Re: [HACKERS] B-Tree index builds, CLUSTER, and sortsupport

2014-11-07 Thread Robert Haas
On Wed, Nov 5, 2014 at 8:30 PM, Peter Geoghegan p...@heroku.com wrote:
 Thanks for the review.

Committed with some copy-editing based on Andreas's comments.

-- 
Robert Haas
EnterpriseDB: http://www.enterprisedb.com
The Enterprise PostgreSQL Company


-- 
Sent via pgsql-hackers mailing list (pgsql-hackers@postgresql.org)
To make changes to your subscription:
http://www.postgresql.org/mailpref/pgsql-hackers


Re: [HACKERS] B-Tree index builds, CLUSTER, and sortsupport

2014-11-07 Thread Peter Geoghegan
On Fri, Nov 7, 2014 at 12:52 PM, Robert Haas robertmh...@gmail.com wrote:
 Committed with some copy-editing based on Andreas's comments.

Thank you both.


-- 
Peter Geoghegan


-- 
Sent via pgsql-hackers mailing list (pgsql-hackers@postgresql.org)
To make changes to your subscription:
http://www.postgresql.org/mailpref/pgsql-hackers


Re: [HACKERS] B-Tree index builds, CLUSTER, and sortsupport

2014-11-06 Thread Andreas Karlsson

On 11/06/2014 02:30 AM, Peter Geoghegan wrote:

Thanks for the review.

On Wed, Nov 5, 2014 at 4:33 PM, Andreas Karlsson andr...@proxel.se wrote:

I looked at the changes to the code. The new code is clean and there is more
code re-use and improved readability. On possible further improvement would
be to move the preparation of SortSupport to a common function since this is
done three time in the code.


The idea there is to have more direct control of sortsupport. With the
abbreviated keys patch, abbreviation occurs based on a decision made
by tuplesort.c. I can see why you'd say that, but I prefer to keep
initialization of sortsupport structs largely concentrated in
tuplesort.c, and more or less uniform regardless of the tuple-type
being sorted.


Ok, I am fine with either.


Is there any case where we should expect any greater performance
improvement?


The really compelling case is abbreviated keys - as you probably know,
there is a patch that builds on this patch, and the abbreviated keys
patch, so that B-Tree builds and CLUSTER can use abbreviated keys too.
That doesn't really have much to do with this patch, though. The
important point is that heap tuple sorting (with a query that has no
client overhead, and involves one big sort) and B-Tree index creation
both have their tuplesort as a totally dominant cost. The improvements
for each case should be quite comparable, which is good (except, as
noted in my opening e-mail, when heap/datum tuplesorting can use the
onlyKey optimization, while B-Tree/CLUSTER tuplesorting cannot).


Ah, I see.

--
Andreas Karlsson


--
Sent via pgsql-hackers mailing list (pgsql-hackers@postgresql.org)
To make changes to your subscription:
http://www.postgresql.org/mailpref/pgsql-hackers


Re: [HACKERS] B-Tree index builds, CLUSTER, and sortsupport

2014-11-05 Thread Jim Nasby

On 10/10/14, 7:26 PM, Peter Geoghegan wrote:

Both Robert and Heikki expressed dissatisfaction with the fact that
B-Tree index builds don't use sortsupport. Because B-Tree index builds
cannot really use the onlyKey optimization, the historic oversight
of not supporting B-Tree builds (and CLUSTER) might have been at least
a little understandable [1]. But with the recent work on sortsupport
for text, it's likely that B-Tree index builds will be missing out on
rather a lot by not taking advantage of sortsupport.
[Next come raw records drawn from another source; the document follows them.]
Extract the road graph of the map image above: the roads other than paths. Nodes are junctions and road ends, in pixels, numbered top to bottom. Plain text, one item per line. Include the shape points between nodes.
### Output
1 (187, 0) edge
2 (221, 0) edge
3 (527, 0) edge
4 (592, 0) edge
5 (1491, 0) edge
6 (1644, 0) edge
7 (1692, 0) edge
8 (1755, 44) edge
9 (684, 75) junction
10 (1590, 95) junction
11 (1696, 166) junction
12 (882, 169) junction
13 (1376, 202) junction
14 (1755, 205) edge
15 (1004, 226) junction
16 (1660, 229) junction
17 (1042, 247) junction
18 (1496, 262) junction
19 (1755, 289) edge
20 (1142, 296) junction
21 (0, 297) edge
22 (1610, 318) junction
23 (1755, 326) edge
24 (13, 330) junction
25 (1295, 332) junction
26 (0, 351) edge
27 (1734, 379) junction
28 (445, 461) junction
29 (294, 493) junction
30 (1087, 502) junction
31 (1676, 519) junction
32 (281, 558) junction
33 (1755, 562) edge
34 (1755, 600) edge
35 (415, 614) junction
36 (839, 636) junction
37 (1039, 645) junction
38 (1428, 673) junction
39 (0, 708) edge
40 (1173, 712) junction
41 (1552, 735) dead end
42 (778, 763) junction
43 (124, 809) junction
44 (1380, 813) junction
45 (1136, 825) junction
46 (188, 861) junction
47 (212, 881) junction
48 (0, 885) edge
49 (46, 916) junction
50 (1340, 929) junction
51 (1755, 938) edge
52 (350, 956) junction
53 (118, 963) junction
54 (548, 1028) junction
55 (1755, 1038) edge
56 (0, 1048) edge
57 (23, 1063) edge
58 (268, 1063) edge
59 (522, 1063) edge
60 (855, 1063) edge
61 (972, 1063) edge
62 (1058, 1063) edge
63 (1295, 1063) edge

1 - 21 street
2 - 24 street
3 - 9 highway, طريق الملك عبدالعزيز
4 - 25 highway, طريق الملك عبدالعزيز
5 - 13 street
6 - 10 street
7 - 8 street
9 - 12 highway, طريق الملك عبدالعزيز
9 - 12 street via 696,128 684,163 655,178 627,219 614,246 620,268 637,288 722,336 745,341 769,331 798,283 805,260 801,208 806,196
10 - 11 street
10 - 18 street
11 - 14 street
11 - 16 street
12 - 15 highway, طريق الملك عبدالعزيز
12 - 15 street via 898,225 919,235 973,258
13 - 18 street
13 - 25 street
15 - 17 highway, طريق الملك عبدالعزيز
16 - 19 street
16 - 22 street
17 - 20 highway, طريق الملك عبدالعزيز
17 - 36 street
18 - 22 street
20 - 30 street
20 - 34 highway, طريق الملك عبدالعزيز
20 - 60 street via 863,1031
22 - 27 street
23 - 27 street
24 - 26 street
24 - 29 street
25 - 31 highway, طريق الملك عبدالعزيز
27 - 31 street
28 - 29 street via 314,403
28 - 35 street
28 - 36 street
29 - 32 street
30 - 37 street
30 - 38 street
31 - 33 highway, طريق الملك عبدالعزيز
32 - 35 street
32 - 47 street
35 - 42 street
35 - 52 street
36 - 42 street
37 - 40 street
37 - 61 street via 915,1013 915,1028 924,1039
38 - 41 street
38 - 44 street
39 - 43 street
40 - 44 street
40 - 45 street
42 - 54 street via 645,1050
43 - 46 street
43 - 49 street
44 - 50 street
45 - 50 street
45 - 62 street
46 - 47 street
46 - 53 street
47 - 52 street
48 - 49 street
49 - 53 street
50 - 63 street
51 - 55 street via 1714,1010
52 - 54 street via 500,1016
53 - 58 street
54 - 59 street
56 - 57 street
Attached patch modifies tuplesort to correct this oversight. What's
really nice about it is that there is actually a net negative code
footprint:


Did anything ever happen with this?
--
Jim Nasby, Data Architect, Blue Treble Consulting
Data in Trouble? Get it in Treble! http://BlueTreble.com


--
Sent via pgsql-hackers mailing list (pgsql-hackers@postgresql.org)
To make changes to your subscription:
http://www.postgresql.org/mailpref/pgsql-hackers


Re: [HACKERS] B-Tree index builds, CLUSTER, and sortsupport

2014-11-05 Thread Peter Geoghegan
On Wed, Nov 5, 2014 at 8:36 AM, Jim Nasby jim.na...@bluetreble.com wrote:
 Did anything ever happen with this?

I consider this to be related to the abbreviated keys stuff, although
it is clearly independently valuable (so it could be reviewed
independently). Since Robert ran out of time to work on abbreviated
keys (hopefully temporarily), it's not all that surprising that no one
has paid attention to this smaller piece of work. I see that Andreas
Karlsson is signed up to review this, so that's something.


-- 
Peter Geoghegan


-- 
Sent via pgsql-hackers mailing list (pgsql-hackers@postgresql.org)
To make changes to your subscription:
http://www.postgresql.org/mailpref/pgsql-hackers


Re: [HACKERS] B-Tree index builds, CLUSTER, and sortsupport

2014-11-05 Thread Andreas Karlsson
On 10/11/2014 02:26 AM, Peter Geoghegan wrote: Both Robert and Heikki 
expressed dissatisfaction with the fact that

 B-Tree index builds don't use sortsupport. Because B-Tree index builds
 cannot really use the onlyKey optimization, the historic oversight
 of not supporting B-Tree builds (and CLUSTER) might have been at least
 a little understandable [1]. But with the recent work on sortsupport
 for text, it's likely that B-Tree index builds will be missing out on
 rather a lot by not taking advantage of sortsupport.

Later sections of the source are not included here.